By Sulochana Ramiah Mohan
Standard & Poor’s (S&P), one of the world’s traditionaly known and to that extent reputed providers of credit ratings has slotted Sri Lanka ‘as a very high risk country.’
S&P assigned Sri Lanka to its Banking Industry Country Risk Assessment (BICRA) an economic risk score of ‘8’ and an industry risk score of ‘7’ which are ‘very high risks.’ However, the Central Bank (CB) in its response stated: ‘The S&P’s statement is factually incorrect, illogically analyzed, and is highly contradictory. The banking system is sound and resilient and is not prone to high risk as indicated in the statement of S&P.’
The S&P release stated that the economic risk score of ‘8’ for Sri Lanka reflects a “very high risk” assessment of economic resilience and credit risk in the economy – and a “high risk” assessment of economic imbalances, as per their defined criteria.

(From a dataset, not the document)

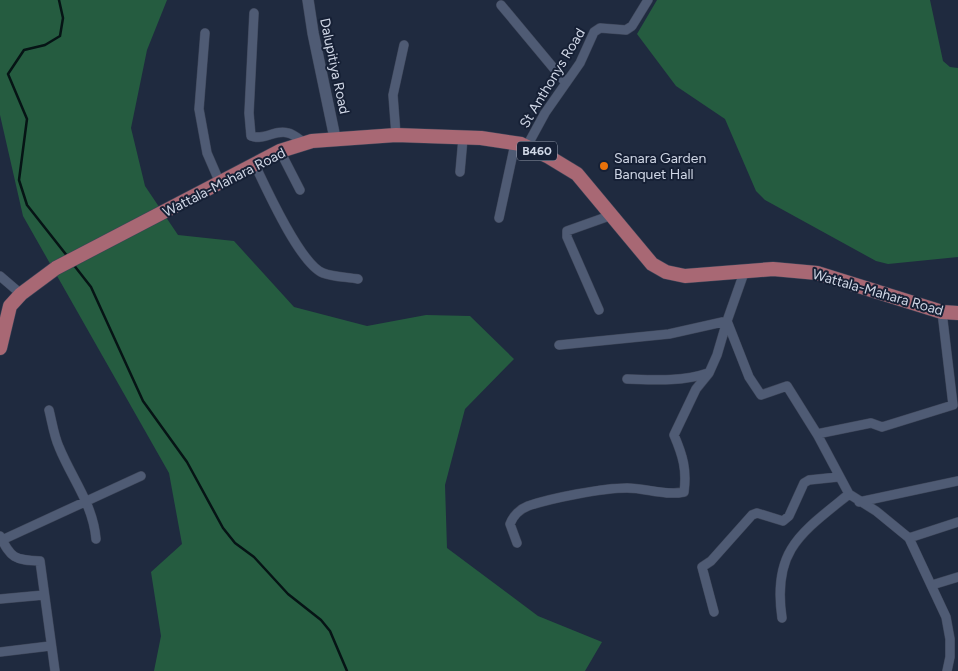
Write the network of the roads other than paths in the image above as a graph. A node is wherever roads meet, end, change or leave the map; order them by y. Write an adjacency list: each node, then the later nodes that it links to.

According to S&P, a bank operating within a particular country and in the banking industry faces risks relative to those in ‘other banking industries.’ They range from group ‘1’ (the lowest risk) to group ‘10’ (the highest risk). Other notable countries in the BICRA group ‘8’ are Nigeria, Tunisia and Kazakhstan.
Their assessment of economic imbalance factors is based on the recent pickup in growth of private sector credit.
It stated that the CB’s recent directive to apply a ceiling to the credit growth of banks should help to partially curb this risk. Nevertheless, in their view, Sri Lanka’s economic imbalances could increase if credit growth continues at the current pace.
‘Nevertheless,’ the statement read, ‘Sri Lanka’s economic growth prospects have improved following the end of the civil war and subsequent shift in the government’s focus toward boosting the economy and diversifying sources of growth.’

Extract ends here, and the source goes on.